Afghan Stinger Buyback Program Underway

Government Offers Cash For Voluntary Surrender Of Old Missiles

If you're an Afghan warlord sitting on some old Stinger missiles, the government of Hamid Karzai is offering you a carrot: give up your Stingers voluntarily, we'll pay you for them. The stick is implied -- if the Afghan Army, or UN disarmament experts, find them, then you will give them up anyway, without getting anything in return.

You might wonder how a sophisticated weapon like the Stinger anti-aircraft missile wound up in a country so war-ravaged and poor that it dropped off the bottom of the UN's World Development Index in 1996 -- with too little development underway or sustained to be measurable.

It was actually a result of the same civil war that had ravaged the country. In the late 1980s quantity of the missiles were provided by the USA, through Pakistan's Inter-Services Intelligence bureau (ISI), to Afghan mujahideen during the Soviet occupation of Afghanistan, after foreign missiles -- Russian SA-7s and British Blowpipes -- proved insufficient to defeat modern Russian fighters. But after the war, the whereabouts of some of the missiles remained cloudy.

Somewhere between 500 and 2,000 FIM-92 Stingers were shipped to Pakistan from the USA. According to some estimates, the Soviets lost almost 400 aircraft to stingers.
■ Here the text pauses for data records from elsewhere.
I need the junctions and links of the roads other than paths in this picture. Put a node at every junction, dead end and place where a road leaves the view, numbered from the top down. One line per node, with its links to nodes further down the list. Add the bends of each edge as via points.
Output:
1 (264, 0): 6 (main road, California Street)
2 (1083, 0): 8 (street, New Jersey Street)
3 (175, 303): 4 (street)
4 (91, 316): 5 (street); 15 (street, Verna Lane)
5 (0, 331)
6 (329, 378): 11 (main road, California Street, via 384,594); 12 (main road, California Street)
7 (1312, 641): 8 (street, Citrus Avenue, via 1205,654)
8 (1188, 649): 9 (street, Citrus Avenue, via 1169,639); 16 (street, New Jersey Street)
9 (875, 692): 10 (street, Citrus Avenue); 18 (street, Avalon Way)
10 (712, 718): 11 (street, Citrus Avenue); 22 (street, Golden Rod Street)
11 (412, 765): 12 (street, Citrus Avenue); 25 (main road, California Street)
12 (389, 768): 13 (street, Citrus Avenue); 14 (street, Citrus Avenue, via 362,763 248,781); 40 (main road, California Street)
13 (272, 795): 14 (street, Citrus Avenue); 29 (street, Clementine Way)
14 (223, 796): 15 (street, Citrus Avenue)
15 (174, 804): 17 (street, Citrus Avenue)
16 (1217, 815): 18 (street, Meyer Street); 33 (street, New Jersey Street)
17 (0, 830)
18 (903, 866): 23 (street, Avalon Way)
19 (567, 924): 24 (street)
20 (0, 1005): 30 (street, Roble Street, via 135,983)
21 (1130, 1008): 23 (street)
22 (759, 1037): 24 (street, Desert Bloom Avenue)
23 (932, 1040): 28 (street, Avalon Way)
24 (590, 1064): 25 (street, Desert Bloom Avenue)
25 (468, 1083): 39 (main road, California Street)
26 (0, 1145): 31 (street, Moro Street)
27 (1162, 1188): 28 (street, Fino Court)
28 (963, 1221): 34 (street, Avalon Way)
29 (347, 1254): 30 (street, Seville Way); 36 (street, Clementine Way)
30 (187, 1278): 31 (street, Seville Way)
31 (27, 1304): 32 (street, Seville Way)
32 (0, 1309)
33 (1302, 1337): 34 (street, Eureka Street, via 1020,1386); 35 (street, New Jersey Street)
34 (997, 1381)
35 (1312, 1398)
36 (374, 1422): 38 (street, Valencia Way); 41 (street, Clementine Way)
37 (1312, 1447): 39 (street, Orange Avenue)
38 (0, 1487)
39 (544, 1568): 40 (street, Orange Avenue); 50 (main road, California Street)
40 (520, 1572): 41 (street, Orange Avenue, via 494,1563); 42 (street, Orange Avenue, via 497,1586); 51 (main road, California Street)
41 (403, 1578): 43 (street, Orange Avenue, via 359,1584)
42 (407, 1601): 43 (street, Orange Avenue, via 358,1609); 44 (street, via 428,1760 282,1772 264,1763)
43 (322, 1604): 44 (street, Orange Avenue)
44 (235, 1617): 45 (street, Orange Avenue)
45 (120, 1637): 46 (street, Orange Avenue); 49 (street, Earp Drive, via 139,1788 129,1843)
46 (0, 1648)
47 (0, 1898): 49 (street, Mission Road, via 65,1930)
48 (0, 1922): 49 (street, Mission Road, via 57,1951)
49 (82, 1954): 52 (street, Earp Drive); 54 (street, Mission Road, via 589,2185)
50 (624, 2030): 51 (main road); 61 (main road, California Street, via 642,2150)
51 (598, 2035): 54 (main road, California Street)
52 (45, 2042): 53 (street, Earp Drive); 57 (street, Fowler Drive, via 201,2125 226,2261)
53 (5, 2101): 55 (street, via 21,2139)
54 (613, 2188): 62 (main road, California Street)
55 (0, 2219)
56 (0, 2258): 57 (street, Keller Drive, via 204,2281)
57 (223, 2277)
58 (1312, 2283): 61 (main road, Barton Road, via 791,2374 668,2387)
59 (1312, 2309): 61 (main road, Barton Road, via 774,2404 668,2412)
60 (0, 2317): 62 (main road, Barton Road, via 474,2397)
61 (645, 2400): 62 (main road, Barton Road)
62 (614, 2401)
Assuming a conservative one hit per two firings ratio, it would probably be safe to assume that between one third to one half of those remain in someone's inventory. Because of their potential for misuse in terrorist hands, the unused remainder of the weapons are some of the most sought-after commodities on Earth.

Despite much speculation, no civilian aircraft has ever been downed with a US Stinger missile. The two-dozen or so attacks by terrorists on civil aircraft, which began with the downing of two Air Rhodesia Vickers Viscounts in the 1970s -- with the survivors of one shootdown being bayoneted to death by Joshua Nkomo's ZIPRA terrorists -- have all used Soviet-designed missiles. The most common is the SA-7 and its Chinese copy, the HN-5, both of which have been encountered in Afghanistan. Recently the improved SA-16 has been used in Iraq, but not in Afghanistan.

In addition, no US or Coalition military aircraft in Afghanistan has been struck by a missile, although some pilots have reported what appeared to be missile launches.

The stocks of Stingers supplied to the Mujahideen during the 1980s conflict were the 1970s-vintage FIM-92A weapon. Experts believe that these older weapons are no longer serviceable due to the limited life of batteries and other parts. However, several buy-back and turn-in programs have secured a quantity of these weapons, as well as some Blowpipes and a large quantity of Chinese HN-5s.

If you happen to have a Stinger or two in your warehouse, call Hamid... has he got a deal for you!